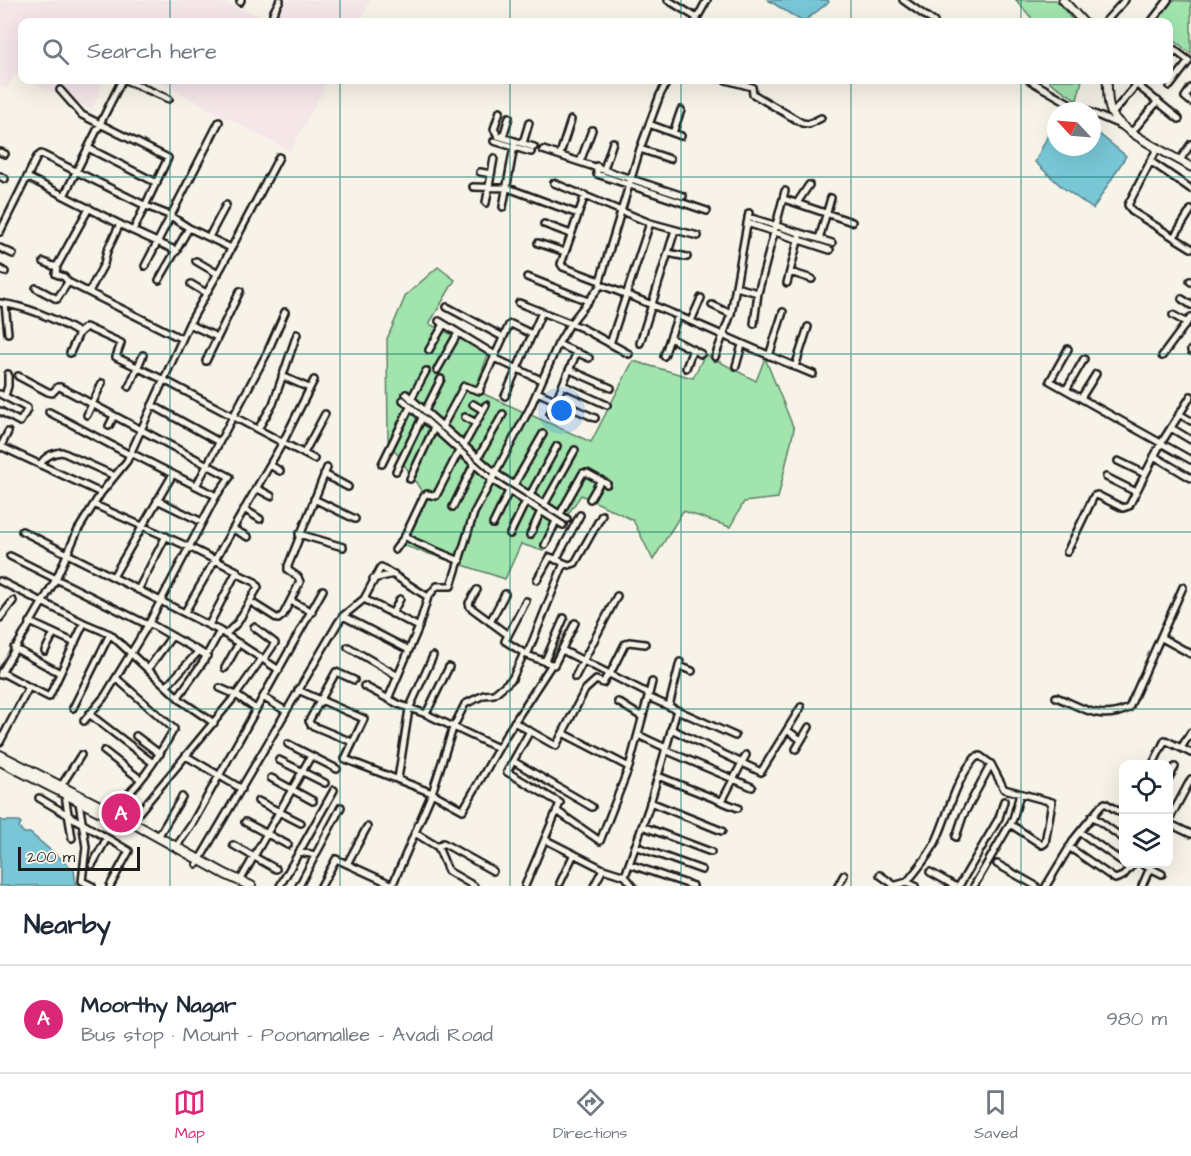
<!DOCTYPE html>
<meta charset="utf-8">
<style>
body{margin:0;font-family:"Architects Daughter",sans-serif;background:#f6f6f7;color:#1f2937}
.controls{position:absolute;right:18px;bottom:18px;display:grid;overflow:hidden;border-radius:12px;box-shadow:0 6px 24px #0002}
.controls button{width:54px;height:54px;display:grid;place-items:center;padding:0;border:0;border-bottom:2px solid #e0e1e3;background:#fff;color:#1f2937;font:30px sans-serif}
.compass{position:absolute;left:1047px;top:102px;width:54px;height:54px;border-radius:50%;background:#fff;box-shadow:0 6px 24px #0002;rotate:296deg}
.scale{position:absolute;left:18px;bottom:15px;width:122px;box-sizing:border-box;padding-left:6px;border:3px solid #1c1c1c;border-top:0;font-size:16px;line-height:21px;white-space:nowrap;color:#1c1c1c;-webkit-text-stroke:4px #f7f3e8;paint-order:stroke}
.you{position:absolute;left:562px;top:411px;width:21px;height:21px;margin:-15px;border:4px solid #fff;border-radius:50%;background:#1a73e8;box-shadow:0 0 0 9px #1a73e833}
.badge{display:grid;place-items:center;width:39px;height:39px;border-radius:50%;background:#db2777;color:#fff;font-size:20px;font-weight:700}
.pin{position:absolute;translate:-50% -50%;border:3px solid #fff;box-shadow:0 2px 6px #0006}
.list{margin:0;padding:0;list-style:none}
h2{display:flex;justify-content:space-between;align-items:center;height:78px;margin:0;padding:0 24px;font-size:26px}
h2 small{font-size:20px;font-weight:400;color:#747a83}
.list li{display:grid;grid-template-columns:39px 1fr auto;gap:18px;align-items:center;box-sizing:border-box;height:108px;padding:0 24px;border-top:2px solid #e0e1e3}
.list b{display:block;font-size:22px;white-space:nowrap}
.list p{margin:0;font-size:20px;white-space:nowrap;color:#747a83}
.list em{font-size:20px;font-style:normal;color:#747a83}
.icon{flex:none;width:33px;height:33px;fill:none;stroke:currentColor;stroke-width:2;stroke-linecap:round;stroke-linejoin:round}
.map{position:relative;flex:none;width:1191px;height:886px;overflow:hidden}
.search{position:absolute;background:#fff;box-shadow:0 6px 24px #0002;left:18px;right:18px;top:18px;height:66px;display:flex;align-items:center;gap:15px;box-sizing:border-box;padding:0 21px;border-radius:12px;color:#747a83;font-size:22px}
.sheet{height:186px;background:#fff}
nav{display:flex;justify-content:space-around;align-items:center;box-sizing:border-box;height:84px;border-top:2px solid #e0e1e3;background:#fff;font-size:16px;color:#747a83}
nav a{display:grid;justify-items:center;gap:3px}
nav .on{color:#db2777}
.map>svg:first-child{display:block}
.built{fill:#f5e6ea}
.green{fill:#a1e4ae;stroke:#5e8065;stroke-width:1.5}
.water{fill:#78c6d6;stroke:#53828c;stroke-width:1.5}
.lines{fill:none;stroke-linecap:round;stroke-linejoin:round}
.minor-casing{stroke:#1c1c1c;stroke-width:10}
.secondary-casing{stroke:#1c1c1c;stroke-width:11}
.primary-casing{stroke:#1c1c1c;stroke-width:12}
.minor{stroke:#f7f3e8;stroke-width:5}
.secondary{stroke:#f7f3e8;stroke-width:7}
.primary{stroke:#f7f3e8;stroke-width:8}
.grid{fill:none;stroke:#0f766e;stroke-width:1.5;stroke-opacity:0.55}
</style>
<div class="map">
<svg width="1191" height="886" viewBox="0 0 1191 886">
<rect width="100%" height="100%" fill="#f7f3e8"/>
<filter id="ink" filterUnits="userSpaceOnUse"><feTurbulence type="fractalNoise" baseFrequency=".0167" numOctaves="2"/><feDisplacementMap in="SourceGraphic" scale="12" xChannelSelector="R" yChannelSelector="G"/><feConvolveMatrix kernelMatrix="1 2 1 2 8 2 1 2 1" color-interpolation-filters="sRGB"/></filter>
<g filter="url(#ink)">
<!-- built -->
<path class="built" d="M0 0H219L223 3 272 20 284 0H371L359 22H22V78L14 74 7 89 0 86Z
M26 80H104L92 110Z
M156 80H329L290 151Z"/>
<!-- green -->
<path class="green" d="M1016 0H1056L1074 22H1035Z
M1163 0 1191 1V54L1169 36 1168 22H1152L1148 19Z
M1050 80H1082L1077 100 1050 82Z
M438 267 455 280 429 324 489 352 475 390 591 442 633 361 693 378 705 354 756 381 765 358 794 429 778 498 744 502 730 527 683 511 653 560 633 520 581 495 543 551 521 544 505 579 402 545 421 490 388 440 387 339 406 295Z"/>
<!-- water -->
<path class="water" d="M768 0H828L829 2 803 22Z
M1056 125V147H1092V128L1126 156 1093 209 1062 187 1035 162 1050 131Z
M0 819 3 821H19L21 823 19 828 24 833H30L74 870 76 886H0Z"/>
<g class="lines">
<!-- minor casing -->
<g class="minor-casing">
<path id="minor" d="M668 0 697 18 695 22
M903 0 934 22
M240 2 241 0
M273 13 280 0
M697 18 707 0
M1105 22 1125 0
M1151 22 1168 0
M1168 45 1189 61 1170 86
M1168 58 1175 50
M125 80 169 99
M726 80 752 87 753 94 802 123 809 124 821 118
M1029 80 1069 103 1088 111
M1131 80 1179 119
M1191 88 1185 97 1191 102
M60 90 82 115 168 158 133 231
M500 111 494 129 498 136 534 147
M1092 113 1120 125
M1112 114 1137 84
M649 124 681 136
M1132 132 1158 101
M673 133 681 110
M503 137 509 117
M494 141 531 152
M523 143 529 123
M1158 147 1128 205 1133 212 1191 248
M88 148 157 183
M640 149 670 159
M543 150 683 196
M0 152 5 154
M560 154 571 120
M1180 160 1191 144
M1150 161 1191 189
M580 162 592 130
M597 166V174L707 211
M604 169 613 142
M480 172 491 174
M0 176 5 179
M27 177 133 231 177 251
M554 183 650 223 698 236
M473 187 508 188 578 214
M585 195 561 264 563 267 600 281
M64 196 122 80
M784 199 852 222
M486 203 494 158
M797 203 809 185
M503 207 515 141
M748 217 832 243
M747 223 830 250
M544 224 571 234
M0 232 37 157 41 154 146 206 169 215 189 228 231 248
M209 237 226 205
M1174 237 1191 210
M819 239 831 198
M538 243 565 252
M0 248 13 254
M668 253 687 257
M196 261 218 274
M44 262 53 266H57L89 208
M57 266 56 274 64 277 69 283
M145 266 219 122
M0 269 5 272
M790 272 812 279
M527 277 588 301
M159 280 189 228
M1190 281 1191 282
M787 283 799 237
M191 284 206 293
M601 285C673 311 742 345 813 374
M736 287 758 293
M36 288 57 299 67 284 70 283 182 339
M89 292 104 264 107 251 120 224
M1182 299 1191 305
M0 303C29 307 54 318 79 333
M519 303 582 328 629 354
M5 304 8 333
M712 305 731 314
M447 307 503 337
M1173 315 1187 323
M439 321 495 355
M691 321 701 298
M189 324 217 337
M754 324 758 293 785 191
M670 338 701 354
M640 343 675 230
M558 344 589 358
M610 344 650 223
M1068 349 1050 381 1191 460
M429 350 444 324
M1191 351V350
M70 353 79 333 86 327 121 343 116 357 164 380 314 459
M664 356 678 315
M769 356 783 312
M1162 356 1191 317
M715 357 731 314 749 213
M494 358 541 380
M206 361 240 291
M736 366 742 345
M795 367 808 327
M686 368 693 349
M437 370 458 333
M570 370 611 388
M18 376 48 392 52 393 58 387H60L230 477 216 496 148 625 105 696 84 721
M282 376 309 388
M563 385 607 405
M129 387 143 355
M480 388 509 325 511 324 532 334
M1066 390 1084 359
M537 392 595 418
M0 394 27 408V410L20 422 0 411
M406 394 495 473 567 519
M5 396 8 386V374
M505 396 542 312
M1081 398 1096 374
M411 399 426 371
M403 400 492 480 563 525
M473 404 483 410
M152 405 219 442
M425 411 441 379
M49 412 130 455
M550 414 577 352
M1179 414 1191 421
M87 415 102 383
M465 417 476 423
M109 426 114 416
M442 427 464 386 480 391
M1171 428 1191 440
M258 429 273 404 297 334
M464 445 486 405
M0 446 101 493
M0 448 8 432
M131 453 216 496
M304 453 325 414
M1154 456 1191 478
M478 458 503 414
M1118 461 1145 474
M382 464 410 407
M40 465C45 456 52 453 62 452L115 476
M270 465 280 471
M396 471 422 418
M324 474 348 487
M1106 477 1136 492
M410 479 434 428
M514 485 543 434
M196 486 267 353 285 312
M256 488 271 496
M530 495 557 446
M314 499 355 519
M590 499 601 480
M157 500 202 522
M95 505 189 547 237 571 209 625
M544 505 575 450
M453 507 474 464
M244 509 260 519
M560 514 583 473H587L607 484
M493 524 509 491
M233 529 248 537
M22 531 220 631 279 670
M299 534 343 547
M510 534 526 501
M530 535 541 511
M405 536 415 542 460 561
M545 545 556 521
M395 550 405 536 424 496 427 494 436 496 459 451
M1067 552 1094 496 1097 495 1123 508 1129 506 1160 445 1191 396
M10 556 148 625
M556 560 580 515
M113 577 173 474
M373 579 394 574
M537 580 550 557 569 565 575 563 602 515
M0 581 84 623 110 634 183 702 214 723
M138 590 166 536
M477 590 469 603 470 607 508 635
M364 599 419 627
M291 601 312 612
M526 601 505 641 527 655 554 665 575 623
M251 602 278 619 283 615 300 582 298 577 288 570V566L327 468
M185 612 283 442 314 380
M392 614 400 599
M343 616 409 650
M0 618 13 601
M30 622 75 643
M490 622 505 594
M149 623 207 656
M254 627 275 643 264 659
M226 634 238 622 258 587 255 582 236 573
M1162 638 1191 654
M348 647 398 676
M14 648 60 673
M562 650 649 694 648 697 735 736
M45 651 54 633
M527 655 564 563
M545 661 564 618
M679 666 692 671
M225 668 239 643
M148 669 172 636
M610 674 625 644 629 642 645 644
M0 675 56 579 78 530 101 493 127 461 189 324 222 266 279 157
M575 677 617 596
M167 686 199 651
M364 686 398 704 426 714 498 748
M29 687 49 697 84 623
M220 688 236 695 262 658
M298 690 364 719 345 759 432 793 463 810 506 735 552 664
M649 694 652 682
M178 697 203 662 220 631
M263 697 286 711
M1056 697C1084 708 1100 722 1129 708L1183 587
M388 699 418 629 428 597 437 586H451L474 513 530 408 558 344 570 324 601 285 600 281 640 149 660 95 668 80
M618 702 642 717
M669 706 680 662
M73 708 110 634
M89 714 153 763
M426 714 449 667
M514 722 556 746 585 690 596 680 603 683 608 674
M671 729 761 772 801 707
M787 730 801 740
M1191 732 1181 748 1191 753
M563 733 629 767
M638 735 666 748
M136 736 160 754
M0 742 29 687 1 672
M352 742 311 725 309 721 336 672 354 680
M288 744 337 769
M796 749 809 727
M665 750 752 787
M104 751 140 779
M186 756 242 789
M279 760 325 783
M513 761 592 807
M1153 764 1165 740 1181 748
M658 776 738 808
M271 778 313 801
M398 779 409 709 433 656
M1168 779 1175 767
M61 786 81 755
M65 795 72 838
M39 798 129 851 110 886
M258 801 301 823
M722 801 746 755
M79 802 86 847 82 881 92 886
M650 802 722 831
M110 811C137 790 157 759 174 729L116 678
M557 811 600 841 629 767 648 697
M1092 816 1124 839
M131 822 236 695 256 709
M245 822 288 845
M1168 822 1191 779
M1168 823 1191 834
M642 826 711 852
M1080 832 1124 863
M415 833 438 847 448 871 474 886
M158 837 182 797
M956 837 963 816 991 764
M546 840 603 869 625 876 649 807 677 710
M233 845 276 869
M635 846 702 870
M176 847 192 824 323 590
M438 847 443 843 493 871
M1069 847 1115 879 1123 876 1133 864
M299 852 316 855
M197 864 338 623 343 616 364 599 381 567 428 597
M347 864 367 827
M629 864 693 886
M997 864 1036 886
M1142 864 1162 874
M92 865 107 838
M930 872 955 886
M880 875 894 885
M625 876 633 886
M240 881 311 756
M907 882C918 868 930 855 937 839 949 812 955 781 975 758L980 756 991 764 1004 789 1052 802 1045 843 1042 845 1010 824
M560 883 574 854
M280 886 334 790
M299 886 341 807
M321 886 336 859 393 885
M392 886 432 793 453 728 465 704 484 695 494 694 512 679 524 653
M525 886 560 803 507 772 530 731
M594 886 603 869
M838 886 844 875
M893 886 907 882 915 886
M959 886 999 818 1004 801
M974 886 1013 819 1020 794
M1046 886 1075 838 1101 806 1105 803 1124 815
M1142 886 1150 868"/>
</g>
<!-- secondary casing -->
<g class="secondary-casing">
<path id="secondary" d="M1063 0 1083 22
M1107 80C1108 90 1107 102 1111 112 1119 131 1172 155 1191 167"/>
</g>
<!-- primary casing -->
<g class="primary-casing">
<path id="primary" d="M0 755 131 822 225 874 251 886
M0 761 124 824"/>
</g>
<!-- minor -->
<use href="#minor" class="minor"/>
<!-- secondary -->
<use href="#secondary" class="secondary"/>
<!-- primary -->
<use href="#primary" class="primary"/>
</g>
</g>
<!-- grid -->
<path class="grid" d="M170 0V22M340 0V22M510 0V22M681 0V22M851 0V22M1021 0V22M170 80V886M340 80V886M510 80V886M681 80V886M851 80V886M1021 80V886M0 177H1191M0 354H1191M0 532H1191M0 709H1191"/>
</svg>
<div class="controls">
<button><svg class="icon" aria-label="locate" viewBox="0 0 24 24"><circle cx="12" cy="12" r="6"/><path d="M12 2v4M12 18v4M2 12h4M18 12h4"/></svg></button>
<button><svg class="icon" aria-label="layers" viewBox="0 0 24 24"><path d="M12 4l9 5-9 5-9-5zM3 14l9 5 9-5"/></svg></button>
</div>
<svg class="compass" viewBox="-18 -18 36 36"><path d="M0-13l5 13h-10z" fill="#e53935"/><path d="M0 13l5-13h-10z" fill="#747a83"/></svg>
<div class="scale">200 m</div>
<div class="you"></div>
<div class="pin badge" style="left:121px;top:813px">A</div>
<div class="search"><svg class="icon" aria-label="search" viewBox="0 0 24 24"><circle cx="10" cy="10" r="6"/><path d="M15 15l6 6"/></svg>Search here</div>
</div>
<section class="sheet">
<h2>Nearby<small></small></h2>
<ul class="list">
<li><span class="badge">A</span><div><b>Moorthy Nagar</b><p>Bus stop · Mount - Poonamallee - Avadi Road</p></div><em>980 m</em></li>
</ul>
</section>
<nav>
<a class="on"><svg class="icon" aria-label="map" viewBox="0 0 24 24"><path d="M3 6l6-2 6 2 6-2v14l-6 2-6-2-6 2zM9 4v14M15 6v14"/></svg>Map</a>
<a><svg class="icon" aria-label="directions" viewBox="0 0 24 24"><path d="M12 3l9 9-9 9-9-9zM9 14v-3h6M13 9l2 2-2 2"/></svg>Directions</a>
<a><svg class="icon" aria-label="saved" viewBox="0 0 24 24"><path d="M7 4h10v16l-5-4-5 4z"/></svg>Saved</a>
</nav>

· · · · · · ·

:: Your goal ::
The entries above hold a line with "M129 387 143 355" and a later line with "M157 500 202 522". Write out exactly those lines and all lines between, nothing more.

:: Result for this exercise ::
M129 387 143 355
M480 388 509 325 511 324 532 334
M1066 390 1084 359
M537 392 595 418
M0 394 27 408V410L20 422 0 411
M406 394 495 473 567 519
M5 396 8 386V374
M505 396 542 312
M1081 398 1096 374
M411 399 426 371
M403 400 492 480 563 525
M473 404 483 410
M152 405 219 442
M425 411 441 379
M49 412 130 455
M550 414 577 352
M1179 414 1191 421
M87 415 102 383
M465 417 476 423
M109 426 114 416
M442 427 464 386 480 391
M1171 428 1191 440
M258 429 273 404 297 334
M464 445 486 405
M0 446 101 493
M0 448 8 432
M131 453 216 496
M304 453 325 414
M1154 456 1191 478
M478 458 503 414
M1118 461 1145 474
M382 464 410 407
M40 465C45 456 52 453 62 452L115 476
M270 465 280 471
M396 471 422 418
M324 474 348 487
M1106 477 1136 492
M410 479 434 428
M514 485 543 434
M196 486 267 353 285 312
M256 488 271 496
M530 495 557 446
M314 499 355 519
M590 499 601 480
M157 500 202 522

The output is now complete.